'''

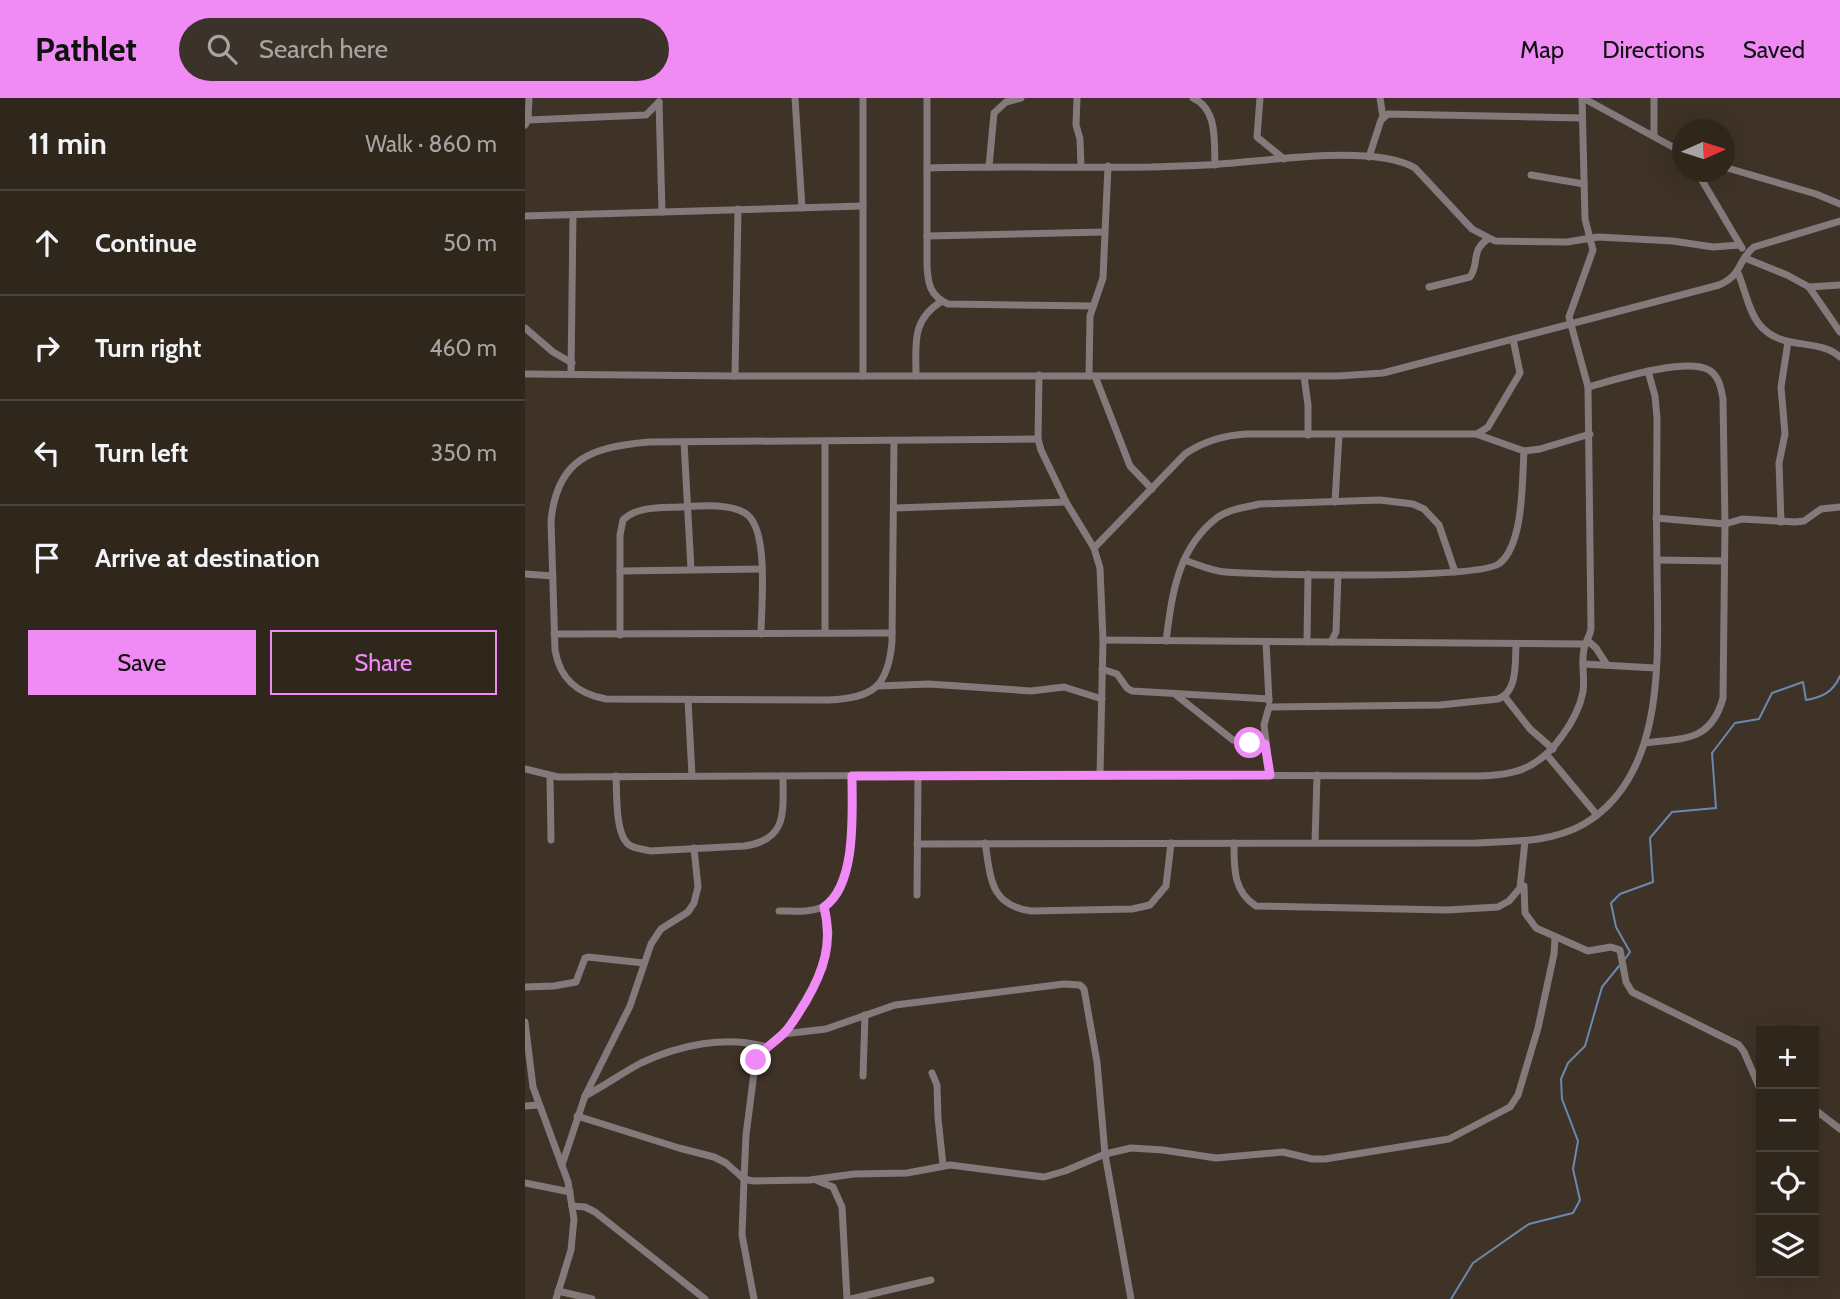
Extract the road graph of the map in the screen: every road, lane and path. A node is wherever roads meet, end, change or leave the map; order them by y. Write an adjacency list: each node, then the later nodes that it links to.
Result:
1 (529, 98): 15 (street)
2 (795, 98): 31 (street)
3 (863, 98): 30 (street)
4 (927, 98): 24 (street)
5 (1021, 98): 22 (street)
6 (1077, 98): 23 (street)
7 (1193, 98): 20 (street)
8 (1260, 98): 19 (street)
9 (1380, 98): 13 (street)
10 (1583, 98): 14 (street); 16 (street)
11 (1654, 98): 16 (street)
12 (659, 100): 15 (street); 33 (street)
13 (1383, 117): 14 (street); 18 (street)
14 (1581, 118): 28 (street)
15 (526, 122)
16 (1654, 136): 17 (street)
17 (1672, 146)
18 (1369, 157): 19 (street); 40 (street)
19 (1283, 159): 20 (street)
20 (1215, 165): 21 (street)
21 (1108, 166): 23 (street); 37 (street)
22 (989, 167): 23 (street); 24 (street)
23 (1080, 167)
24 (927, 168): 38 (street)
25 (1735, 170): 29 (street)
26 (1531, 175): 28 (street)
27 (1703, 182): 41 (street)
28 (1584, 184): 39 (street)
29 (1840, 204)
30 (863, 206): 31 (street); 61 (street)
31 (802, 208): 32 (street)
32 (738, 209): 33 (street); 60 (street)
33 (662, 212): 34 (street)
34 (573, 215): 35 (street); 55 (street)
35 (525, 216)
36 (1840, 221): 42 (street)
37 (1104, 232): 38 (street); 48 (street)
38 (927, 236): 47 (street)
39 (1590, 238): 40 (street); 41 (street); 49 (street)
40 (1488, 239): 45 (street)
41 (1740, 245): 42 (street)
42 (1746, 256): 43 (street); 46 (street)
43 (1738, 273): 49 (street); 53 (street)
44 (1840, 285): 46 (street)
45 (1429, 287)
46 (1809, 287): 51 (street)
47 (942, 302): 48 (street); 62 (street)
48 (1093, 306): 63 (street)
49 (1570, 323): 52 (street); 65 (street)
50 (525, 328): 55 (street)
51 (1840, 332)
52 (1513, 339): 64 (street); 66 (street)
53 (1788, 342): 54 (street); 82 (street)
54 (1840, 357)
55 (572, 363): 58 (street)
56 (1648, 371): 65 (street); 81 (street); 83 (street)
57 (525, 374): 58 (street)
58 (571, 374): 60 (street)
59 (1039, 375): 62 (street); 63 (street); 70 (street)
60 (735, 376): 61 (street)
61 (863, 376): 62 (street)
62 (916, 376)
63 (1092, 376): 64 (street); 75 (street)
64 (1304, 376): 68 (street)
65 (1588, 387): 67 (street)
66 (1476, 434): 69 (street); 74 (street)
67 (1590, 434): 74 (street); 106 (street)
68 (1308, 435): 69 (street); 75 (street)
69 (1339, 435): 77 (street)
70 (1038, 439): 72 (street); 76 (street)
71 (825, 441): 72 (street); 73 (street); 96 (street)
72 (894, 441): 80 (street)
73 (684, 442): 78 (street); 95 (street)
74 (1524, 451): 91 (street)
75 (1152, 489): 84 (street)
76 (1066, 502): 80 (street); 84 (street)
77 (1335, 502): 85 (street); 91 (street)
78 (688, 506): 88 (street); 89 (street); 90 (street)
79 (1840, 507): 82 (street)
80 (895, 508): 99 (street)
81 (1657, 518): 83 (street); 86 (street)
82 (1781, 522): 83 (street)
83 (1725, 524): 87 (street)
84 (1094, 548): 101 (street)
85 (1184, 559): 93 (street); 102 (street)
86 (1657, 560): 87 (street); 110 (street)
87 (1724, 561): 118 (street)
88 (691, 569): 89 (street); 90 (street)
89 (761, 569): 98 (street)
90 (620, 571): 100 (street)
91 (1455, 572): 94 (street)
92 (525, 574): 95 (street)
93 (1308, 574): 94 (street); 104 (street)
94 (1338, 575): 105 (street)
95 (552, 576): 97 (street)
96 (825, 633): 98 (street); 99 (street)
97 (554, 634): 100 (street); 116 (street)
98 (761, 634): 100 (street)
99 (892, 634): 112 (street)
100 (620, 635)
101 (1103, 640): 102 (street); 111 (street)
102 (1166, 641): 103 (street)
103 (1266, 642): 104 (street); 117 (street)
104 (1307, 642): 105 (street)
105 (1331, 642): 107 (street)
106 (1586, 642): 107 (street); 108 (street); 109 (street)
107 (1516, 644): 114 (street)
108 (1583, 664): 109 (street); 120 (street)
109 (1607, 665): 110 (street)
110 (1656, 668): 118 (street)
111 (1102, 669): 113 (street); 115 (street)
112 (878, 686): 115 (street); 116 (street)
113 (1175, 694): 117 (street); 119 (street)
114 (1505, 697): 117 (street); 120 (street)
115 (1102, 699): 122 (street)
116 (688, 700): 127 (street)
117 (1269, 703): 119 (street)
118 (1645, 743): 131 (street)
119 (1265, 744): 123 (street)
120 (1550, 752): 124 (street); 131 (street)
121 (525, 769): 125 (street)
122 (1100, 775): 123 (street); 130 (street)
123 (1270, 775): 124 (street)
124 (1317, 775): 136 (street)
125 (550, 776): 126 (street); 132 (street)
126 (616, 776): 127 (street); 139 (street)
127 (692, 776): 128 (street)
128 (783, 776): 129 (street); 139 (street)
129 (852, 776): 130 (street); 142 (street)
130 (918, 776): 137 (street)
131 (1597, 815): 133 (street)
132 (551, 840)
133 (1525, 841): 136 (street); 140 (street)
134 (1171, 843): 135 (street); 138 (street); 138 (street)
135 (1234, 843): 136 (street); 140 (street)
136 (1315, 843)
137 (917, 844): 138 (street); 141 (street)
138 (985, 844)
139 (694, 848): 145 (street)
140 (1522, 878): 144 (street)
141 (916, 895)
142 (824, 907): 143 (street); 149 (street)
143 (779, 911)
144 (1555, 938): 153 (street); 160 (street)
145 (644, 964): 146 (street); 154 (street)
146 (525, 987)
147 (865, 1015): 149 (street); 152 (street); 160 (street)
148 (525, 1022): 155 (street)
149 (783, 1035): 150 (street)
150 (767, 1047): 154 (street); 163 (street)
151 (932, 1073): 162 (street)
152 (863, 1076)
153 (1760, 1089)
154 (585, 1096): 158 (street)
155 (538, 1105): 156 (street); 161 (street)
156 (525, 1106)
157 (1819, 1113): 159 (street)
158 (577, 1116): 161 (street); 163 (street)
159 (1840, 1129)
160 (1105, 1154): 162 (street); 174 (street)
161 (562, 1165): 166 (street)
162 (943, 1165): 164 (street)
163 (744, 1179): 164 (street); 172 (street)
164 (810, 1180): 173 (street)
165 (525, 1183): 166 (street)
166 (570, 1192): 167 (street)
167 (572, 1206): 169 (street); 171 (street)
168 (931, 1280): 173 (street)
169 (557, 1295): 170 (street)
170 (592, 1299)
171 (705, 1299)
172 (754, 1299)
173 (849, 1299)
174 (1131, 1299)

'''

◆ Description of the task ◆
Retype the whole listing exactly and leave the pictures out.

◆ Answer to this task ◆
Extract the road graph of the map in the screen: every road, lane and path. A node is wherever roads meet, end, change or leave the map; order them by y. Write an adjacency list: each node, then the later nodes that it links to.
Result:
1 (529, 98): 15 (street)
2 (795, 98): 31 (street)
3 (863, 98): 30 (street)
4 (927, 98): 24 (street)
5 (1021, 98): 22 (street)
6 (1077, 98): 23 (street)
7 (1193, 98): 20 (street)
8 (1260, 98): 19 (street)
9 (1380, 98): 13 (street)
10 (1583, 98): 14 (street); 16 (street)
11 (1654, 98): 16 (street)
12 (659, 100): 15 (street); 33 (street)
13 (1383, 117): 14 (street); 18 (street)
14 (1581, 118): 28 (street)
15 (526, 122)
16 (1654, 136): 17 (street)
17 (1672, 146)
18 (1369, 157): 19 (street); 40 (street)
19 (1283, 159): 20 (street)
20 (1215, 165): 21 (street)
21 (1108, 166): 23 (street); 37 (street)
22 (989, 167): 23 (street); 24 (street)
23 (1080, 167)
24 (927, 168): 38 (street)
25 (1735, 170): 29 (street)
26 (1531, 175): 28 (street)
27 (1703, 182): 41 (street)
28 (1584, 184): 39 (street)
29 (1840, 204)
30 (863, 206): 31 (street); 61 (street)
31 (802, 208): 32 (street)
32 (738, 209): 33 (street); 60 (street)
33 (662, 212): 34 (street)
34 (573, 215): 35 (street); 55 (street)
35 (525, 216)
36 (1840, 221): 42 (street)
37 (1104, 232): 38 (street); 48 (street)
38 (927, 236): 47 (street)
39 (1590, 238): 40 (street); 41 (street); 49 (street)
40 (1488, 239): 45 (street)
41 (1740, 245): 42 (street)
42 (1746, 256): 43 (street); 46 (street)
43 (1738, 273): 49 (street); 53 (street)
44 (1840, 285): 46 (street)
45 (1429, 287)
46 (1809, 287): 51 (street)
47 (942, 302): 48 (street); 62 (street)
48 (1093, 306): 63 (street)
49 (1570, 323): 52 (street); 65 (street)
50 (525, 328): 55 (street)
51 (1840, 332)
52 (1513, 339): 64 (street); 66 (street)
53 (1788, 342): 54 (street); 82 (street)
54 (1840, 357)
55 (572, 363): 58 (street)
56 (1648, 371): 65 (street); 81 (street); 83 (street)
57 (525, 374): 58 (street)
58 (571, 374): 60 (street)
59 (1039, 375): 62 (street); 63 (street); 70 (street)
60 (735, 376): 61 (street)
61 (863, 376): 62 (street)
62 (916, 376)
63 (1092, 376): 64 (street); 75 (street)
64 (1304, 376): 68 (street)
65 (1588, 387): 67 (street)
66 (1476, 434): 69 (street); 74 (street)
67 (1590, 434): 74 (street); 106 (street)
68 (1308, 435): 69 (street); 75 (street)
69 (1339, 435): 77 (street)
70 (1038, 439): 72 (street); 76 (street)
71 (825, 441): 72 (street); 73 (street); 96 (street)
72 (894, 441): 80 (street)
73 (684, 442): 78 (street); 95 (street)
74 (1524, 451): 91 (street)
75 (1152, 489): 84 (street)
76 (1066, 502): 80 (street); 84 (street)
77 (1335, 502): 85 (street); 91 (street)
78 (688, 506): 88 (street); 89 (street); 90 (street)
79 (1840, 507): 82 (street)
80 (895, 508): 99 (street)
81 (1657, 518): 83 (street); 86 (street)
82 (1781, 522): 83 (street)
83 (1725, 524): 87 (street)
84 (1094, 548): 101 (street)
85 (1184, 559): 93 (street); 102 (street)
86 (1657, 560): 87 (street); 110 (street)
87 (1724, 561): 118 (street)
88 (691, 569): 89 (street); 90 (street)
89 (761, 569): 98 (street)
90 (620, 571): 100 (street)
91 (1455, 572): 94 (street)
92 (525, 574): 95 (street)
93 (1308, 574): 94 (street); 104 (street)
94 (1338, 575): 105 (street)
95 (552, 576): 97 (street)
96 (825, 633): 98 (street); 99 (street)
97 (554, 634): 100 (street); 116 (street)
98 (761, 634): 100 (street)
99 (892, 634): 112 (street)
100 (620, 635)
101 (1103, 640): 102 (street); 111 (street)
102 (1166, 641): 103 (street)
103 (1266, 642): 104 (street); 117 (street)
104 (1307, 642): 105 (street)
105 (1331, 642): 107 (street)
106 (1586, 642): 107 (street); 108 (street); 109 (street)
107 (1516, 644): 114 (street)
108 (1583, 664): 109 (street); 120 (street)
109 (1607, 665): 110 (street)
110 (1656, 668): 118 (street)
111 (1102, 669): 113 (street); 115 (street)
112 (878, 686): 115 (street); 116 (street)
113 (1175, 694): 117 (street); 119 (street)
114 (1505, 697): 117 (street); 120 (street)
115 (1102, 699): 122 (street)
116 (688, 700): 127 (street)
117 (1269, 703): 119 (street)
118 (1645, 743): 131 (street)
119 (1265, 744): 123 (street)
120 (1550, 752): 124 (street); 131 (street)
121 (525, 769): 125 (street)
122 (1100, 775): 123 (street); 130 (street)
123 (1270, 775): 124 (street)
124 (1317, 775): 136 (street)
125 (550, 776): 126 (street); 132 (street)
126 (616, 776): 127 (street); 139 (street)
127 (692, 776): 128 (street)
128 (783, 776): 129 (street); 139 (street)
129 (852, 776): 130 (street); 142 (street)
130 (918, 776): 137 (street)
131 (1597, 815): 133 (street)
132 (551, 840)
133 (1525, 841): 136 (street); 140 (street)
134 (1171, 843): 135 (street); 138 (street); 138 (street)
135 (1234, 843): 136 (street); 140 (street)
136 (1315, 843)
137 (917, 844): 138 (street); 141 (street)
138 (985, 844)
139 (694, 848): 145 (street)
140 (1522, 878): 144 (street)
141 (916, 895)
142 (824, 907): 143 (street); 149 (street)
143 (779, 911)
144 (1555, 938): 153 (street); 160 (street)
145 (644, 964): 146 (street); 154 (street)
146 (525, 987)
147 (865, 1015): 149 (street); 152 (street); 160 (street)
148 (525, 1022): 155 (street)
149 (783, 1035): 150 (street)
150 (767, 1047): 154 (street); 163 (street)
151 (932, 1073): 162 (street)
152 (863, 1076)
153 (1760, 1089)
154 (585, 1096): 158 (street)
155 (538, 1105): 156 (street); 161 (street)
156 (525, 1106)
157 (1819, 1113): 159 (street)
158 (577, 1116): 161 (street); 163 (street)
159 (1840, 1129)
160 (1105, 1154): 162 (street); 174 (street)
161 (562, 1165): 166 (street)
162 (943, 1165): 164 (street)
163 (744, 1179): 164 (street); 172 (street)
164 (810, 1180): 173 (street)
165 (525, 1183): 166 (street)
166 (570, 1192): 167 (street)
167 (572, 1206): 169 (street); 171 (street)
168 (931, 1280): 173 (street)
169 (557, 1295): 170 (street)
170 (592, 1299)
171 (705, 1299)
172 (754, 1299)
173 (849, 1299)
174 (1131, 1299)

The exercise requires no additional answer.